Commentary

Southern Idaho agreement reflects decades of water rights work, dawn of an orderly era

2021’s extended drought has put into sharp relief the decades-long Idaho water adjudication process playing out in southern Idaho, writes guest columnist Stephen Hartgen.

July 19, 2021 4:00 am
The Little Wood River Project

The Little Wood River Project serves lands within an area 2 miles wide and 12 miles long upstream and downstream from Carey, Idaho, in the south-central section of Idaho. The project provides a supplemental irrigation water supply for approximately 9,550 acres of land. (Courtesy of the U.S. Bureau of Reclaimation)

We’ve seen short water times before in Idaho, but this year’s extended drought has put into sharp relief the decades-long Idaho water adjudication process playing out in the Bellevue Triangle just South of Ketchum/Sun Valley/Hailey/Bellevue. 

Mostly, it’s been an orderly and legally-reliant curtailment, driven by clear prior court rulings and sound legislation which has established Idaho’s water law over more than 30 years.

It wasn’t always that way. It was Mark Twain who reportedly once said whiskey is for drinking and water is for fighting. Even if he didn’t say it, the phrase has the ring of truth when it comes to Idaho water disputes. In the early days, water was thought to be abundant enough for every use. But groundwater pumping beginning in the 1960s quickly showed a declining Snake River Plain Aquifer. That led to various water “calls” by senior users.

It took a couple of decades for this to play out, through the 1984 Swan Falls Settlement, clarifying legislation and a series of court rulings establishing the “First in Time, First in Right” principle of prioritization firmly in Idaho water law.

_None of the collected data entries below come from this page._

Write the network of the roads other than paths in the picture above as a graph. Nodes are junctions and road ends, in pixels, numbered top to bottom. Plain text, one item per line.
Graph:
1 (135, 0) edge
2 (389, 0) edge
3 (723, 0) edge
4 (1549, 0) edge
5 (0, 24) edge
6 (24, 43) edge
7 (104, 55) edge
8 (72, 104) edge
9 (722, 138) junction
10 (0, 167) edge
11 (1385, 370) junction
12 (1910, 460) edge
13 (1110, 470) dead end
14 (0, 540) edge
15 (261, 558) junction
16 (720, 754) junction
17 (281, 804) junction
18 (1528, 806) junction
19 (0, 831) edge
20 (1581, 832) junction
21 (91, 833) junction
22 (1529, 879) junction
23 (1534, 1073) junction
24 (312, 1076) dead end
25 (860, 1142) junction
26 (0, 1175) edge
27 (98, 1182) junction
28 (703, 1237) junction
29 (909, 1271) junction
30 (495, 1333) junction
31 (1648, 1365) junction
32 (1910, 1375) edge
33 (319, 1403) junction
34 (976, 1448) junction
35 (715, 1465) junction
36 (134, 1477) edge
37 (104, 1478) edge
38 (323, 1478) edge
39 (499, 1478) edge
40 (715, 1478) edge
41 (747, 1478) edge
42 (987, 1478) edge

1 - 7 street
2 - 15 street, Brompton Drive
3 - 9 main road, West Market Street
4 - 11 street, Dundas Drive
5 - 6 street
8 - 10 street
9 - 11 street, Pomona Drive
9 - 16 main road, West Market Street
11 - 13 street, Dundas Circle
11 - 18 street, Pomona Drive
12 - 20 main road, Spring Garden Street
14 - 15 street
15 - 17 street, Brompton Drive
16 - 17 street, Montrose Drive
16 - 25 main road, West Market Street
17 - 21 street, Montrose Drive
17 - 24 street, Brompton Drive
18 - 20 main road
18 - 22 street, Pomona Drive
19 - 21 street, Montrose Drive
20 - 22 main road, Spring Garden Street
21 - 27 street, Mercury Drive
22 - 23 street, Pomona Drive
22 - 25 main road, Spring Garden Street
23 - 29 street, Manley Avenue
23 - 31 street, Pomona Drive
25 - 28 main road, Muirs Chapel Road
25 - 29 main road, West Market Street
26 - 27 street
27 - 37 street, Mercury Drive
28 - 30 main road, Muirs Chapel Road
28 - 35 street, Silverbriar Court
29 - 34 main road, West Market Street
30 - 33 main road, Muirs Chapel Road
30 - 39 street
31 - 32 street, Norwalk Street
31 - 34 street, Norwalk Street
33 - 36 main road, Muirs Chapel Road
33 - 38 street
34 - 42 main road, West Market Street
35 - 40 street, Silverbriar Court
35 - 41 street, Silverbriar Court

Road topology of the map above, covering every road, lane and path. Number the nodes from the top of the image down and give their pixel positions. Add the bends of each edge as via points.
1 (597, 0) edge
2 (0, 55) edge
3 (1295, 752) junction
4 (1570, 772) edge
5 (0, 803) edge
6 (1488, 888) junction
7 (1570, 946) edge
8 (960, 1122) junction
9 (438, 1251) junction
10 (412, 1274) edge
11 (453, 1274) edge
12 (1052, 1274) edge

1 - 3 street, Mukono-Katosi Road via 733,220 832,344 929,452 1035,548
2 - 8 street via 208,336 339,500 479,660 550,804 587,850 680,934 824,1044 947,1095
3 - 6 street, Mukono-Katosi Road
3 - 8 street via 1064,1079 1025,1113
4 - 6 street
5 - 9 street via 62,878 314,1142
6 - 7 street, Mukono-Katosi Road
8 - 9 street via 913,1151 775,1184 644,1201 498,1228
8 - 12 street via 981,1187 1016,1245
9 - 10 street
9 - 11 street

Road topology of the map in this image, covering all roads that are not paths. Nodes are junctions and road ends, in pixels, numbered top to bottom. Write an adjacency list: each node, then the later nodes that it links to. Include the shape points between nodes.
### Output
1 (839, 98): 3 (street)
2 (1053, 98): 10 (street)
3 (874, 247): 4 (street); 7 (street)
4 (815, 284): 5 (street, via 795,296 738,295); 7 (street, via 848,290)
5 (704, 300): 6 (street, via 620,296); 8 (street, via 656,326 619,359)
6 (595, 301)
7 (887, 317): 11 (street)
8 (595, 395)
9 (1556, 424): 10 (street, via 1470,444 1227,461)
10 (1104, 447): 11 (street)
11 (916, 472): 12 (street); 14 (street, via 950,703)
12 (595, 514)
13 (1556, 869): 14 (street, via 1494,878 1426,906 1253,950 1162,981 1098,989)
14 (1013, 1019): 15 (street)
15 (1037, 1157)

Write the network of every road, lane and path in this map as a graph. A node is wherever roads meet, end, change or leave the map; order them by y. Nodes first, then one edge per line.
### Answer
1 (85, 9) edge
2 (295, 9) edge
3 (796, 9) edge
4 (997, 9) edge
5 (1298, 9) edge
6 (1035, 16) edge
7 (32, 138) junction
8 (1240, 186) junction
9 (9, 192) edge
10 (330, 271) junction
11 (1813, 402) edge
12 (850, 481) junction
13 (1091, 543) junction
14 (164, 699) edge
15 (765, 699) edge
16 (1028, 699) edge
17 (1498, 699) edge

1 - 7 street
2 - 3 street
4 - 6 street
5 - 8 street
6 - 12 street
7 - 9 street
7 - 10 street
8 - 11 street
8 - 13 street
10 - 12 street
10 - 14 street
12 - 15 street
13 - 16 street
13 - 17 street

There were many participants who worked out the details on water prioritization, but one important step was the creation of a Snake River Basin Adjudication court within the Idaho judiciary. The court’s role was to review and establish, claim by claim, the priority rights of senior and junior water users. By 2014, it was estimated that nearly 40,000 claims had been heard, as well as some 36 Idaho Supreme Court rulings, according to 2016’s “A Little Dam Problem” by Jim Jones.

Which brings us to the Bellevue water case. Shrinking aquifer resources led the Department of Water Resources to issue a curtailment order in early July for the Bellevue Triangle area, affirming prioritization of downstream senior users over junior groundwater pumping. There was no fight over this; the process went smoothly forward without undue dispute. No court battles.  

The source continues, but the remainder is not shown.